→ Your instructions:
Search the data for "Right" and copy every matching line.

→ Information supplied:
□ □ □
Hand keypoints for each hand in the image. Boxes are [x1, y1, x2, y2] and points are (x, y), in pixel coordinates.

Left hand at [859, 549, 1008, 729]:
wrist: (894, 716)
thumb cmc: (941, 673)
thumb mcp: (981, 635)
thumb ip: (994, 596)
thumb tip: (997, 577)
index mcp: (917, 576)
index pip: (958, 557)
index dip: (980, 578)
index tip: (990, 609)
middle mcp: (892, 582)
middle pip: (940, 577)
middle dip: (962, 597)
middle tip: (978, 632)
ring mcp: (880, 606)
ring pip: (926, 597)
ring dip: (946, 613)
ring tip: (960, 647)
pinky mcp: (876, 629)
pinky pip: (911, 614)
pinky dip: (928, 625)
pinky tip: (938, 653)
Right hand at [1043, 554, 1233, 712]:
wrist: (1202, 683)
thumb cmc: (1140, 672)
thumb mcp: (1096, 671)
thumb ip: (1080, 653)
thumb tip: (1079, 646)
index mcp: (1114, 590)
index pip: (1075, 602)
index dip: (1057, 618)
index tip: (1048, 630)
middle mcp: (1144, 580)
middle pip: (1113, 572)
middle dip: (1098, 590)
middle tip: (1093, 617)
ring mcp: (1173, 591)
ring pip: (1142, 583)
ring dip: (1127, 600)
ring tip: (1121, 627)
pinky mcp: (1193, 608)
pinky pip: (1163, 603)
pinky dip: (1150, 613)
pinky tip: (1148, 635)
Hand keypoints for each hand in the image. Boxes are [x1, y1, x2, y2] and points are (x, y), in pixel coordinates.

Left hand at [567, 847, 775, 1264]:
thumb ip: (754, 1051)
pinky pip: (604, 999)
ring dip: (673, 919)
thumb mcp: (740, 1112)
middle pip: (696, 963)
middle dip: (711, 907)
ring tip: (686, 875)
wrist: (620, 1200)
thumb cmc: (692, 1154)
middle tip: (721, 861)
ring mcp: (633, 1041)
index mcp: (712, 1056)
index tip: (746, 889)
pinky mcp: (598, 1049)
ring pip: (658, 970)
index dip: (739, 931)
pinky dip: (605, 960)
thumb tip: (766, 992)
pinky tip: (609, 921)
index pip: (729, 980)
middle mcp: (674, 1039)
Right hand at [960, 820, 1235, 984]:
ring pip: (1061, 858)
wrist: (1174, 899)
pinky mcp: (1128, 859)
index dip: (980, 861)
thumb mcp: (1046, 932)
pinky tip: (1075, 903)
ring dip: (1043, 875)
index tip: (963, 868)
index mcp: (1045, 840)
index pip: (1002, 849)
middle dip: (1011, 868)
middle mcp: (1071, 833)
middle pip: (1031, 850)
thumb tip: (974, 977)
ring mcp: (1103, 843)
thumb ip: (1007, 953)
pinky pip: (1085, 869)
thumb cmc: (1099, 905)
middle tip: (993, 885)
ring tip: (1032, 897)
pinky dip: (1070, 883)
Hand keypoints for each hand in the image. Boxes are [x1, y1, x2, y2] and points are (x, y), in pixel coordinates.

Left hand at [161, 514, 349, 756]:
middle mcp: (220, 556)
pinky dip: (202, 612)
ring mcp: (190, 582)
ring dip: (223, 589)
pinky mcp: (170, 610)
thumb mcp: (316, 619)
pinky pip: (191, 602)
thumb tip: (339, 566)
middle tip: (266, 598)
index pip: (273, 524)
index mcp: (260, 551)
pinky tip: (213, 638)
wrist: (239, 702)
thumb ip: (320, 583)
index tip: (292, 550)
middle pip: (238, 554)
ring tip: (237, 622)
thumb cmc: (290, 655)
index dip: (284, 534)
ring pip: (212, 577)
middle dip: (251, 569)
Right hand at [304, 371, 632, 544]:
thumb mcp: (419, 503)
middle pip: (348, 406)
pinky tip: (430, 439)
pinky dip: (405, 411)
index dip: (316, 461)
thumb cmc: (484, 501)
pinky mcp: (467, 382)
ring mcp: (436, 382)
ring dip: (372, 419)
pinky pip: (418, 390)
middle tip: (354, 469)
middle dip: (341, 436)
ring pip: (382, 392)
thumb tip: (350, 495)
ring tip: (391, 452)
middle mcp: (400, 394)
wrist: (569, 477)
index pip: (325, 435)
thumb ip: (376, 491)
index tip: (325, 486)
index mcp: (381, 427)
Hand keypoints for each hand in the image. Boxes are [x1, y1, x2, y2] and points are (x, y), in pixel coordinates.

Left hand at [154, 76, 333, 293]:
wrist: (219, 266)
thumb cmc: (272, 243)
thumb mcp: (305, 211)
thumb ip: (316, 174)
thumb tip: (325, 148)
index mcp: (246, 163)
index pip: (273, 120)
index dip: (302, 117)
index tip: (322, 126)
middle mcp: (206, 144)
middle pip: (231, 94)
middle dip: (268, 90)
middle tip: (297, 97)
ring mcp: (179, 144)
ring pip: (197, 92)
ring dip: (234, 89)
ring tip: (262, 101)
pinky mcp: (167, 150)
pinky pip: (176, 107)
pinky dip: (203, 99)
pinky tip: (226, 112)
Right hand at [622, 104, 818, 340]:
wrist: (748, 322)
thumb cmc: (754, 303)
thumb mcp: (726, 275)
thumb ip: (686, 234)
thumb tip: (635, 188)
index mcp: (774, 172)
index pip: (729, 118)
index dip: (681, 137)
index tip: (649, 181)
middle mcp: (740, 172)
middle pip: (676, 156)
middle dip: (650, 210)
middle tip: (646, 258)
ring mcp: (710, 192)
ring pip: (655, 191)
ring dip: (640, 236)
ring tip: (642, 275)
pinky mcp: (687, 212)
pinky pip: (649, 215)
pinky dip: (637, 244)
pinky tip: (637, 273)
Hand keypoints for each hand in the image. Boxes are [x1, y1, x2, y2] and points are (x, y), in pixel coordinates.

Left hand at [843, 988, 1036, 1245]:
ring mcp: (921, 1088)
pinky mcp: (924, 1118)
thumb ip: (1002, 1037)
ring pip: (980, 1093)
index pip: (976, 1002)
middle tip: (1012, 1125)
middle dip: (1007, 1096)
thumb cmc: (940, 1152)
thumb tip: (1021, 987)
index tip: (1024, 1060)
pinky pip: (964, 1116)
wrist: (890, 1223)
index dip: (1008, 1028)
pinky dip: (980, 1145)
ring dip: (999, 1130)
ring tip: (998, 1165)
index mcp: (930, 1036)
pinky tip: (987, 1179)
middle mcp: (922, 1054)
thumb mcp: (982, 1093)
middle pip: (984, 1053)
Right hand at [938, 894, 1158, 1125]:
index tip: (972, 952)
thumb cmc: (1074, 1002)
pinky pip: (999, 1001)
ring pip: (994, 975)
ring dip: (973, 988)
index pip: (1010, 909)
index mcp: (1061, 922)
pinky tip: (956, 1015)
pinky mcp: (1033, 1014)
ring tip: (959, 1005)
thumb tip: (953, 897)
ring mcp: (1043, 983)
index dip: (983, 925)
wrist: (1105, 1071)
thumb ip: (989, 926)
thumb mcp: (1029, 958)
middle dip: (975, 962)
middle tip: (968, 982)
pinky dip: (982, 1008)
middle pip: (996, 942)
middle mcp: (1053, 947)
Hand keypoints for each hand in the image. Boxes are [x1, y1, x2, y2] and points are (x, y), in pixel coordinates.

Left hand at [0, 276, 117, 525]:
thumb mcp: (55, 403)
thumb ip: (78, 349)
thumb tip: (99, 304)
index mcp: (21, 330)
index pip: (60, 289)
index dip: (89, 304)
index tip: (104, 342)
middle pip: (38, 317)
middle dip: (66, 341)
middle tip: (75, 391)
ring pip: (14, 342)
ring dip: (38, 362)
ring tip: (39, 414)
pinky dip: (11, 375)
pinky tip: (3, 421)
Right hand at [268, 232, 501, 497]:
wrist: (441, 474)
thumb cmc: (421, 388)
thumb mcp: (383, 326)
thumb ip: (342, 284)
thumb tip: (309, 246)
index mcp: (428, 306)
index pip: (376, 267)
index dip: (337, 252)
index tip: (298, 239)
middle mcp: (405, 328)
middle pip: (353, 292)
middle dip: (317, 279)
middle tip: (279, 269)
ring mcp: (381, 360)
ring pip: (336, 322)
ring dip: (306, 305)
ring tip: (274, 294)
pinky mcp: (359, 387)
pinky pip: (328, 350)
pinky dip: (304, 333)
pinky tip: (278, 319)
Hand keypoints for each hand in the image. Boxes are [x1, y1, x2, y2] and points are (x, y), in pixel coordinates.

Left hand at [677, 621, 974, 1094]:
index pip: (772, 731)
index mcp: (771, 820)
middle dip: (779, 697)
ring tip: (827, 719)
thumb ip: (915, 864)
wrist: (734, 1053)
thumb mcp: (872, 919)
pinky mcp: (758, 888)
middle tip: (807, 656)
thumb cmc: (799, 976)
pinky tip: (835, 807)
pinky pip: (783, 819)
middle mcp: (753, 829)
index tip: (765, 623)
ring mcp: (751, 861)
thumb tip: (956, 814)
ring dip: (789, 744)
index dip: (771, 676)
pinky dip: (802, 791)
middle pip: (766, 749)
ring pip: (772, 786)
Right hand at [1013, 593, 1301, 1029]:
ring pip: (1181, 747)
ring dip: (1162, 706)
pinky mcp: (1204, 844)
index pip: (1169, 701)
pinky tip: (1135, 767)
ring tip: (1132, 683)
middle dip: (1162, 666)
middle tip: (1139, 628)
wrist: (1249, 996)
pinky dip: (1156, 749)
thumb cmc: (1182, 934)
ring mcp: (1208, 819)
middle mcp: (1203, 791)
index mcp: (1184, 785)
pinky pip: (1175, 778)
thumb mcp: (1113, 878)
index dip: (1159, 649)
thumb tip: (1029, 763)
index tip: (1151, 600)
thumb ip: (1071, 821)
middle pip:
□ □ □
→ Output:
Right hand at [1043, 554, 1233, 712]:
Right hand at [960, 820, 1235, 984]:
Right hand at [304, 371, 632, 544]:
Right hand at [622, 104, 818, 340]:
Right hand at [938, 894, 1158, 1125]:
Right hand at [268, 232, 501, 497]:
Right hand at [1013, 593, 1301, 1029]:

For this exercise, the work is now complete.